Introduction:

Paroxysmal nocturnal hemoglobinuria (PNH) is a rare, serious hematologic condition in which a somatic mutation in bone marrow stem cells leads to uncontrolled complement-mediated hemolysis. In addition to the primary clinical manifestation of chronic intravascular hemolysis, PNH is associated with thrombosis, anemia, dark urine, shortness of breath, and fatigue. Complement-targeted therapy for PNH was introduced with the C5 inhibitor eculizumab in 2007. Pegcetacoplan, approved in 2021, acts upstream in the complement cascade by binding to C3 and C3b and blocking downstream activity, thereby preventing both intravascular and extravascular hemolysis. The objective of the pegcetacoplan silo within the International PNH Interest Group (IPIG) PNH Registry is to evaluate the long-term, real-world effectiveness and safety of pegcetacoplan in PNH.

Methods

The IPIG PNH Registry is a multinational, multicenter, observational, non-interventional study to prospectively collect clinical outcomes, patient-reported outcomes, health-resource utilization, and long-term safety data for patients with PNH. All patients with PNH confirmed by flow cytometry are eligible to participate in the core IPIG PNH Registry, which is divided into treatment-specific silos. The pegcetacoplan silo consisted of patients in the Core PNH Registry who were receiving pegcetacoplan, had discontinued pegcetacoplan within the last 12 weeks, or had received pegcetacoplan during pregnancy. Patients who had participated in any clinical interventional study for pegcetacoplan were not eligible.

Patients' visit schedules follow the standard of care, with patient data collected at the time of registry enrollment and approximately every 6 months thereafter. Historical data from diagnosis were collected for individual patients. Patients will remain in the pegcetacoplan silo until the earliest of the following: 12 weeks after pegcetacoplan treatment discontinuation, discontinuation from the registry, or the end of the IPIG PNH Registry. Here we report interim results from May 28, 2024 (first patient in) to January 8, 2025 (interim data cut-off).

Results

At the data-cutoff, 24 patients with PNH were enrolled in the pegcetacoplan silo in 3 sites in the United States (n=1), the United Kingdom (n=22), and Germany (n=1 patient) and all patients were actively receiving pegcetacoplan. At baseline, the mean (SD) patient age was 56.0 (16.3) years. Most patients (58.3%) were men; the most common race was White (70.8%), followed by unknown (16.7%) and Black (12.5%). The mean (SD) time since PNH diagnosis was 10.6 (12.5) years. Of the 24 enrolled patients, 23 had prior experience with anti-complement therapies, most commonly eculizumab (66.7%) and/or ravulizumab (62.5%) in the clinical setting.
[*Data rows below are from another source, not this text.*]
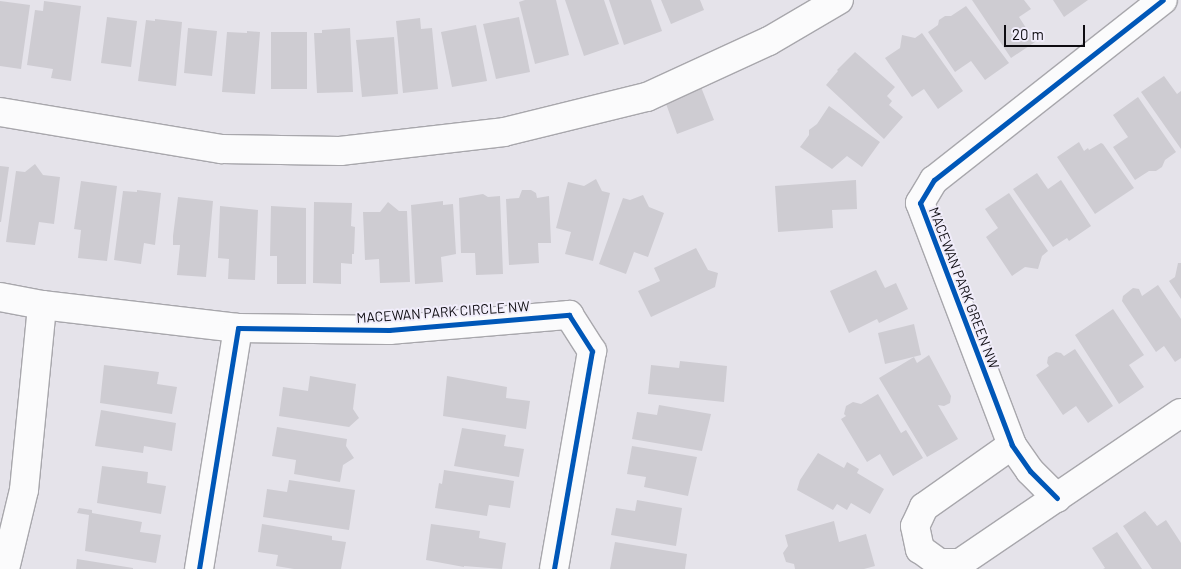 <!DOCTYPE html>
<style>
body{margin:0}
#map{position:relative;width:1181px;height:569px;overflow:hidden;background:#e5e3ea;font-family:Barlow,sans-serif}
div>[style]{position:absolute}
.building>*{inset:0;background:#ceccd2}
.roads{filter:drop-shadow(1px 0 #a8a7ac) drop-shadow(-1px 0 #a8a7ac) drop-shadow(0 1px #a8a7ac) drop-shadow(0 -1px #a8a7ac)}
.minor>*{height:28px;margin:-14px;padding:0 14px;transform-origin:14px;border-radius:14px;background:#fbfbfc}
.cycleway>*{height:5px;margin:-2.5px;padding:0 2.5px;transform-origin:2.5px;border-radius:2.5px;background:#0057b8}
span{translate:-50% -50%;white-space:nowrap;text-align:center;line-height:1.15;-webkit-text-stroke:4px #f1edfb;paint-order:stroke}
.street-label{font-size:14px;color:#0e0c11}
.scale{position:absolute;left:1004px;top:25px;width:81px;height:22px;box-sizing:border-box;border:2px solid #0e0c11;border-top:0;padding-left:6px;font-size:15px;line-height:18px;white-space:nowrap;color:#0e0c11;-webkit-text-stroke:4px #f1edfb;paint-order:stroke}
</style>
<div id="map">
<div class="building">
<i style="clip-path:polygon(525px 0,556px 0,569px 55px,535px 64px,519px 2px)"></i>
<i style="clip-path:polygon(565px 0,604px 0,619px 44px,584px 56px)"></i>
<i style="clip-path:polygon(609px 0,651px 0,662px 31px,624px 45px)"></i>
<i style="clip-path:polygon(661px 0,700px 0,704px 10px,671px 24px)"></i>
<i style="clip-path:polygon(972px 0,1024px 0,1031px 9px,1019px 17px,1035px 42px,1011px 58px)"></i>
<i style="clip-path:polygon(1053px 0,1088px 0,1064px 17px)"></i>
<i style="clip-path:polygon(0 1px,30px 5px,21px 69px,0 66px)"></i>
<i style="clip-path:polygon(44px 1px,81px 6px,71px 81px,51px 78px,53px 69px,27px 65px,35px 10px,43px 11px)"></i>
<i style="clip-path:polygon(966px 6px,1009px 63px,985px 80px,971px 61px,955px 72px,928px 32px,938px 25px,939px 20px,945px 16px,951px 16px)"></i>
<i style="clip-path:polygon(107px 17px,137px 21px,131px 67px,101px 63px)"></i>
<i style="clip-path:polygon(519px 17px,530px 72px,496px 79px,483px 24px)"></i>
<i style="clip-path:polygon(420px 18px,421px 29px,432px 28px,438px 89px,403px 93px,396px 21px)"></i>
<i style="clip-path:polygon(155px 19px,182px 22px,176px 86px,138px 81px,146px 20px,155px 21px)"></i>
<i style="clip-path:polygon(476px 25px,487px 81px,452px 87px,441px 32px)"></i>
<i style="clip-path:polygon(188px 28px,217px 31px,212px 76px,184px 73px)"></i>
<i style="clip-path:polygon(350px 28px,353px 92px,317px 93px,314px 33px,322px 33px,322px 30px)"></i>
<i style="clip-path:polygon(247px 31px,260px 32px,255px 94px,222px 92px,227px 32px,247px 33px)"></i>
<i style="clip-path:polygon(271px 32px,307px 32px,307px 89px,271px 89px)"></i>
<i style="clip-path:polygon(922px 33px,963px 91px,938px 109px,924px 89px,912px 97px,885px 58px,900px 48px,902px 35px,915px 38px)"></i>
<i style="clip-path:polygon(394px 37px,398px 94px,362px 97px,356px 40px)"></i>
<i style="clip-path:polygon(855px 52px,895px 87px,887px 96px,892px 101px,889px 105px,903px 117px,884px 139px,826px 85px,838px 71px,837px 70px)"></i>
<i style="clip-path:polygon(1164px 76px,1177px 94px,1181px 91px,1181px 149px,1141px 92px)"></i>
<i style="clip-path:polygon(701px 87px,714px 120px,677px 134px,665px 101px)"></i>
<i style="clip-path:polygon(1138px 97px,1176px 152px,1165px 160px,1162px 167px,1156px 171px,1149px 171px,1135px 180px,1113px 147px,1128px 137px,1113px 115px)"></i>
<i style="clip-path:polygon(829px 106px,880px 142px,862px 167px,847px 156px,832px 169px,800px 147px,809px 135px,809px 130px,817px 124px)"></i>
<i style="clip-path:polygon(1079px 142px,1084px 151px,1088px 148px,1089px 150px,1101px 143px,1103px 144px,1134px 188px,1095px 214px,1057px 157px)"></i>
<i style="clip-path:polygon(35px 164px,43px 175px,60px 177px,54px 224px,39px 222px,35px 245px,6px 242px,16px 171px,25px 172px)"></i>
<i style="clip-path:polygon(0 166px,9px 167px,1px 222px,0 222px)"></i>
<i style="clip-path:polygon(1037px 173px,1048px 189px,1061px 180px,1091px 226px,1069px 241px,1067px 238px,1053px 247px,1013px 189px)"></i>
<i style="clip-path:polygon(596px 179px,602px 191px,610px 193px,593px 261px,565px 254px,571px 232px,556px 228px,568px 182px,584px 186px)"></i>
<i style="clip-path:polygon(856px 180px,857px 209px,832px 210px,833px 228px,778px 232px,775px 186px)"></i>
<i style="clip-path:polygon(81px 181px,117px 186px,107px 261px,78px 258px,81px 230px,74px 229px)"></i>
<i style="clip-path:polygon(137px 190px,161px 193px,155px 245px,144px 243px,141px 264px,114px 260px,123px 191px,137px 192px)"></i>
<i style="clip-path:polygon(522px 190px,531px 190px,536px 193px,537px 198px,549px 196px,551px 243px,538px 243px,539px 263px,509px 265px,506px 199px,519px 198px)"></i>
<i style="clip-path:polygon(1009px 193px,1048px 251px,1042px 256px,1038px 269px,1025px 267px,1012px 276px,986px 237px,998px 228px,985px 209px)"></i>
<i style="clip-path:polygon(483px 194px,488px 197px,500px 196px,503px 274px,476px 275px,475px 253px,461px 253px,459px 198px)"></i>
<i style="clip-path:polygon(643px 195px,649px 207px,664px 213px,648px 257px,634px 252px,626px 274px,599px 264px,623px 198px,630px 200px)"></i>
<i style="clip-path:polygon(178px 197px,213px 201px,206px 277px,177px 275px,180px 245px,173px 245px,173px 236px)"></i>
<i style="clip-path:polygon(443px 201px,443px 205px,453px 204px,456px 254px,441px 257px,443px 282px,415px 284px,411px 205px)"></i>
<i style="clip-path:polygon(314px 202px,352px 203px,351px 226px,355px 227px,354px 254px,352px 254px,352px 264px,341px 263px,341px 284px,313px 283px)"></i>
<i style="clip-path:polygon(388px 202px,399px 211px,407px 211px,410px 282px,380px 283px,379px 259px,365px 260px,363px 212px,380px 212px)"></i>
<i style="clip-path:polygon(220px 206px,258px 210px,255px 280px,228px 279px,229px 259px,218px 258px)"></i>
<i style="clip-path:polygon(271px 206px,306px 208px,306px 284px,277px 284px,277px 256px,270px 256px)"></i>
<i style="clip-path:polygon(696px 248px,708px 270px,718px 273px,715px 287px,651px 317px,638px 291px,660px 281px,654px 268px)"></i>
<i style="clip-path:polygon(1178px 263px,1181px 263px,1181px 299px,1169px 281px,1175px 277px)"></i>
<i style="clip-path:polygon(876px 270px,885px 288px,896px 283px,908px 309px,879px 323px,877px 319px,849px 333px,830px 291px)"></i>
<i style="clip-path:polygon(1158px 285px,1181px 319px,1181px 358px,1175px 362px,1164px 346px,1156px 352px,1122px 301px,1123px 296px,1133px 288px,1139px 289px,1142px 296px)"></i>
<i style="clip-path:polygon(1113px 309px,1144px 355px,1129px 365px,1144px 387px,1119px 404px,1075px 335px)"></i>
<i style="clip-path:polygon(914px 324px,921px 355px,885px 364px,878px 333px)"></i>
<i style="clip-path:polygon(1075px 349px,1113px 406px,1088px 423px,1076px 406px,1063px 415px,1036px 375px,1049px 366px,1047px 363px,1048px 357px,1056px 352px,1061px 353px,1064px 356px)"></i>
<i style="clip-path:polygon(929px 355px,951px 396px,950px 403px,944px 406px,938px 405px,958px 439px,927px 457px,879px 378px,914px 357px,917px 363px)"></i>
<i style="clip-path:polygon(680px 361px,727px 366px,724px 402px,648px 394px,651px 365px,679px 368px)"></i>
<i style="clip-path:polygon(104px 365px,159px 372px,157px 384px,177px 387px,172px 414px,100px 403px)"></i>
<i style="clip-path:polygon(310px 376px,356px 384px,353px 409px,359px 418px,349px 427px,279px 416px,283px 387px,308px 391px)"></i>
<i style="clip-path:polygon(447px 376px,507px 387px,506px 398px,530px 401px,526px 429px,443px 416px)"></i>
<i style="clip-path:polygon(878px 394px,901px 433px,906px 430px,923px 458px,893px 476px,880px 454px,867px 462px,841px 419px,846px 416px,844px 414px,846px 406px,853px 402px,861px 404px)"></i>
<i style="clip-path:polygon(659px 405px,711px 414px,702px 451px,632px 439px,637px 412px,657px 415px)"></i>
<i style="clip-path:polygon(101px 410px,176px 423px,172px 451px,144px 446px,143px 453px,95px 446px)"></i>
<i style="clip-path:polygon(277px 427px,347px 439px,346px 446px,354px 458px,343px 465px,340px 482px,294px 474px,296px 460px,272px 456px)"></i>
<i style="clip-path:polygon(462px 428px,506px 435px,504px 446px,524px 449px,519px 477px,454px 466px)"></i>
<i style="clip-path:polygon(632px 446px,697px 457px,688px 496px,644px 487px,646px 477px,627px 474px)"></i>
<i style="clip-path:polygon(818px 453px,844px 468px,847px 462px,859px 469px,857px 473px,884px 489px,870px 514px,851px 503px,847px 510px,837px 504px,833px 510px,797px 490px,800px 480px)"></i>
<i style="clip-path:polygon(102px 466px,148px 472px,147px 483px,166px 486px,161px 514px,97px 503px)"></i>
<i style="clip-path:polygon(444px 470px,514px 481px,510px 508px,489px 505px,487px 516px,435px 508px,439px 483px,442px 484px)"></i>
<i style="clip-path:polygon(289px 480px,355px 490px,349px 530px,263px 517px,267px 489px,287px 492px)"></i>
<i style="clip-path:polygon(637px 500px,682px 508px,676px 546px,611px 535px,616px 508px,635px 511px)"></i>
<i style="clip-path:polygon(79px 508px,92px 510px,92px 513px,142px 522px,140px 532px,161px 535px,156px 563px,85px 551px,89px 515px,77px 513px)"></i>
<i style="clip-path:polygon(1145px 511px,1157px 526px,1166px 520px,1181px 543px,1181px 569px,1152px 569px,1123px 526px)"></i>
<i style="clip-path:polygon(834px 521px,839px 542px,866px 534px,875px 566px,864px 569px,795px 569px,794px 564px,786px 562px,783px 553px,788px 546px,785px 535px)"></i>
<i style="clip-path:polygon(262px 524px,332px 536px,332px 540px,346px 542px,341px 569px,294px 569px,276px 566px,278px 555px,258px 552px)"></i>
<i style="clip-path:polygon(431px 524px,480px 531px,479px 538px,506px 543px,502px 569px,464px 566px,464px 567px,426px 560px)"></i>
<i style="clip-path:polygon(1117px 532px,1142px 569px,1103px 569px,1105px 568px,1092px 548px)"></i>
<i style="clip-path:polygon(615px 542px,687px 554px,685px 569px,610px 569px)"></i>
<i style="clip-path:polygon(77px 559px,133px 568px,133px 569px,76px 569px)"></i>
</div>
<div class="roads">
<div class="minor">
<i style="left:0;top:112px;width:225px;rotate:9.5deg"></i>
<i style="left:222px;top:149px;width:118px;rotate:1deg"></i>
<i style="left:340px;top:151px;width:165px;rotate:-6.6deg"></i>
<i style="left:504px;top:132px;width:147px;rotate:-13.8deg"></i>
<i style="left:647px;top:97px;width:134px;rotate:-24.7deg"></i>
<i style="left:769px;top:41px;width:81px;rotate:-30.4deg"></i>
<i style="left:0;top:297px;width:43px;rotate:10.8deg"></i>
<i style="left:42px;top:305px;width:197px;rotate:6.7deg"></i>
<i style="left:1012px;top:445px;width:108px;rotate:144.8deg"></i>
<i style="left:924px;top:507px;width:21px;rotate:115deg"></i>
<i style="left:915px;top:526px;width:24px;rotate:78deg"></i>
<i style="left:920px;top:549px;width:24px;rotate:36deg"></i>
<i style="left:939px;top:563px;width:21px"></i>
<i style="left:960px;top:563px;width:267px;rotate:-34.2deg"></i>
<i style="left:1057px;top:498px;width:38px;rotate:-135deg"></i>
<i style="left:1030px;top:471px;width:32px;rotate:-125deg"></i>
<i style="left:1012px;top:445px;width:259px;rotate:-110.8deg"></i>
<i style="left:920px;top:203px;width:27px;rotate:-59deg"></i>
<i style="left:934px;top:180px;width:291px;rotate:-38.2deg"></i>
<i style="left:5px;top:569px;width:81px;rotate:-76.5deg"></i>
<i style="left:24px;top:490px;width:186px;rotate:-84.4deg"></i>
<i style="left:199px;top:569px;width:244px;rotate:-80.8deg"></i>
<i style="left:238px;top:328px;width:151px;rotate:0.8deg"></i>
<i style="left:389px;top:330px;width:181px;rotate:-4.8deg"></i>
<i style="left:569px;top:315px;width:43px;rotate:57.4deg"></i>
<i style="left:592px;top:351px;width:221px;rotate:99.9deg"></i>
</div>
</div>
<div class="cycleway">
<i style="left:1057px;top:498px;width:38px;rotate:-135deg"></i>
<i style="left:1030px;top:471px;width:32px;rotate:-125deg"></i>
<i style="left:1012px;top:445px;width:259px;rotate:-110.8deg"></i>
<i style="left:920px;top:203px;width:27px;rotate:-59deg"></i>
<i style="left:934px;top:180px;width:291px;rotate:-38.2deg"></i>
<i style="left:199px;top:569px;width:244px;rotate:-80.8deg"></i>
<i style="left:238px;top:328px;width:151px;rotate:0.8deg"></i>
<i style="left:389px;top:330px;width:181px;rotate:-4.8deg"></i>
<i style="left:569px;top:315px;width:43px;rotate:57.4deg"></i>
<i style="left:592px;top:351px;width:221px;rotate:99.9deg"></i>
</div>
<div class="street-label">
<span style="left:964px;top:288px;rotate:69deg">MACEWAN PARK GREEN NW</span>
<span style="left:443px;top:312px;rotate:-4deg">MACEWAN PARK CIRCLE NW</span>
</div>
<div class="scale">20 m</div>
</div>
All 24 patients were receiving pegcetacoplan subcutaneously at a dosage of 1080 mg twice weekly. The mean (SD) pegcetacoplan treatment duration was ~2 years (770.4 [649.32] days). Clinical events of interest during the treatment period included infections (15 events in 9 patients [37.5%]: 9 COVID-19 in 8 patients, 1 neutropenic sepsis, 1 pneumonia, 1 respiratory tract infection, 1 sepsis, 1 upper respiratory tract infection, 1 viral infection), potential breakthrough hemolysis (11 events in 4 patients [16.7%]; 2 started before enrollment; 3 associated with complement-amplifying conditions), and chronic kidney disease (1 patient [4.2%]). Potential breakthrough hemolysis was defined as ≥1 new or worsening sign or symptom of intravascular hemolysis and elevated lactate dehydrogenase (≥2 × upper limit of normal [ULN]) after prior reduction to <1.5 × ULN on therapy). Red blood cell transfusions were reported in 3 patients (12.5%; 14 transfusions total) during the treatment period. While on treatment, 8 infections in 3 patients (12.5%) required hospitalization of 2–8 days (respiratory tract infection, COVID-19, upper respiratory tract infection). No major adverse vascular events, no autoimmune diseases, no encapsulated bacterial infections were reported during the treatment period. No deaths were reported. There were no pregnancies or women currently breastfeeding reported during the treatment period.

Conclusions

As of data cut-off, 24 patients were enrolled in the pegcetacoplan silo of the IPIG PNH Registry. In this first interim report, safety results with pegcetacoplan were consistent with previously reported clinical trial data and no new safety signals were detected.